Begins enrollment in 2 months
Phase 2

Conditions

Antibody-Mediated Rejection (AMR)

Treatments

Drug: Placebo
Drug: Mezagitamab

Study type

Interventional

Funder types

Industry

Identifiers

NCT07613359
2026-526239-20-00 (EU Trial (CTIS) Number)
TAK-079-2002

Details and patient eligibility

About

Antibody-mediated rejection (AMR) is a major cause of worsening kidney function after a kidney transplant (kidney allograft dysfunction) and can lead to kidney failure. AMR happens when the kidney recipient's immune system makes antibodies that attack the donor kidney. Antibodies are proteins made by the immune system to recognize foreign cells. Over time, this attack can damage kidney tissue and cause the transplant to fail. Because AMR can be serious, there is a need for treatments that are safe, work well, and are supported by good evidence.

The main aim of this study is to find out how safe mezagitamab is and how well adults with AMR tolerate it compared with placebo. A placebo looks like medicine but has no active ingredients. The study will also look at whether mezagitamab helps to control inflammation in the transplanted kidney and helps keep kidney function stable, compared with placebo.

Participants will be placed by chance in 1 of the 3 treatment groups in equal numbers. Two groups will receive mezagitamab in two different doses. One group will receive placebo. This means that out of every 3 participants, 2 will receive mezagitamab and 1 will receive placebo.

During the study, participants will visit their study clinic several times.

Read more

Enrollment

36 estimated patients

Sex

All

Ages

18 to 80 years old

Volunteers

No Healthy Volunteers

Inclusion and exclusion criteria

Key inclusion criteria:

  1. The participant aged 18 to 80 years.
  2. The participant must have a biopsy-confirmed diagnosis of active or chronic active late AMR (defined as greater than [>] 6 month after kidney transplant) without concurrent definitive TCMR (Grade 1a and above) as defined by the 2022 Banff classification.
  3. Biopsy within 30 days prior to screening, or performed during screening period within protocol-defined window.
  4. If the participant has received treatment for rejection, then the repeat biopsy and donor specific antibody (DSA) testing must have been performed at least 6 weeks after stopping the treatment.
  5. The participant with either human leukocyte antigen (HLA) class I and/or II DSA.
  6. eGFR > 30 milliliters per minute per 1.73 square meters (mL/min/1.73m^2).

Key exclusion criteria:

  1. The participant has blood type A, B, AB, or O (ABO) incompatible transplant.

  2. The participant has a history of multiple organ transplants, including en bloc and dual kidney transplants.

  3. Participant likely to require renal replacement therapy within the subsequent 30 days.

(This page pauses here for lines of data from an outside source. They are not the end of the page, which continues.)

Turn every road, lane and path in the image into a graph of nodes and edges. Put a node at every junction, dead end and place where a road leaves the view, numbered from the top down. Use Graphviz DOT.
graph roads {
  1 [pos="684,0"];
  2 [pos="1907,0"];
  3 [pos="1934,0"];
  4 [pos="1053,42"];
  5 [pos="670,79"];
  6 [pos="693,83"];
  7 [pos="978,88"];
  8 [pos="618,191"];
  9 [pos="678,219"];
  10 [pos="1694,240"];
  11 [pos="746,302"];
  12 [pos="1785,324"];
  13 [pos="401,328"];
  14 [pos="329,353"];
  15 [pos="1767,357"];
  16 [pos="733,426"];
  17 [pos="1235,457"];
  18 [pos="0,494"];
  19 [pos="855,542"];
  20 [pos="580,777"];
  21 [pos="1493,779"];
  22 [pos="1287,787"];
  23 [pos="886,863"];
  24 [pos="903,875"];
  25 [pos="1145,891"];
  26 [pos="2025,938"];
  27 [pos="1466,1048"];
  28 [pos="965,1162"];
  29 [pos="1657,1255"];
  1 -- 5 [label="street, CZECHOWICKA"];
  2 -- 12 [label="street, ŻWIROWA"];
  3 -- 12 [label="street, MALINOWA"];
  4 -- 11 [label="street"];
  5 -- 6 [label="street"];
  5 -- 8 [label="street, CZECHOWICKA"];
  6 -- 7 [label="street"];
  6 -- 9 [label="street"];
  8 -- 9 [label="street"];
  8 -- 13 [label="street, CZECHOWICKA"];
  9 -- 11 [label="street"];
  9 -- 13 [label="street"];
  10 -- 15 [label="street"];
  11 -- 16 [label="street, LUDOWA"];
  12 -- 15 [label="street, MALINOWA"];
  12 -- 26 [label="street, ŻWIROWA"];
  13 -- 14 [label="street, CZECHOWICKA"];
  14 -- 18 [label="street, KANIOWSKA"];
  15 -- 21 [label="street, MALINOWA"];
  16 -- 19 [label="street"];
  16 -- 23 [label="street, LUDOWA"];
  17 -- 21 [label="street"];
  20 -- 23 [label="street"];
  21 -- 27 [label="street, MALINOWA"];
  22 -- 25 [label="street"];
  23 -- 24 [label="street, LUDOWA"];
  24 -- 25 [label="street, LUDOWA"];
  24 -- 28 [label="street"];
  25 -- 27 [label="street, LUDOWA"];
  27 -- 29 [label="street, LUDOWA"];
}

  4. Participants who have received an anti-cluster of differentiation 38 (CD38) therapy in the last 1 year or have past history of failing to achieve AMR resolution despite treatment with an anti-CD38 therapy.

  5. The participant has received any previous treatment with other immunosuppressant or immunomodulatory therapy:

    a) Within 6 months of signing the informed consent form (ICF) as listed below:

    • Complement system inhibitors (such as, eculizumab).
    • Proteasome inhibitors (such as, bortezomib).
    • Interleukin-6 (IL-6)/IL-6R antibody (such as, tocilizumab).
    • Anti-cluster of differentiation 20 (CD20) antibody (such as, rituximab). b) Within 6 weeks of signing the ICF as listed below:
    • Intravenous immunoglobulin (IVIG) or subcutaneous immunoglobulin (SCIG) or plasmapheresis

  6. The participant has active infection with hepatitis B virus, hepatitis C virus (HCV), or human immunodeficiency virus (HIV).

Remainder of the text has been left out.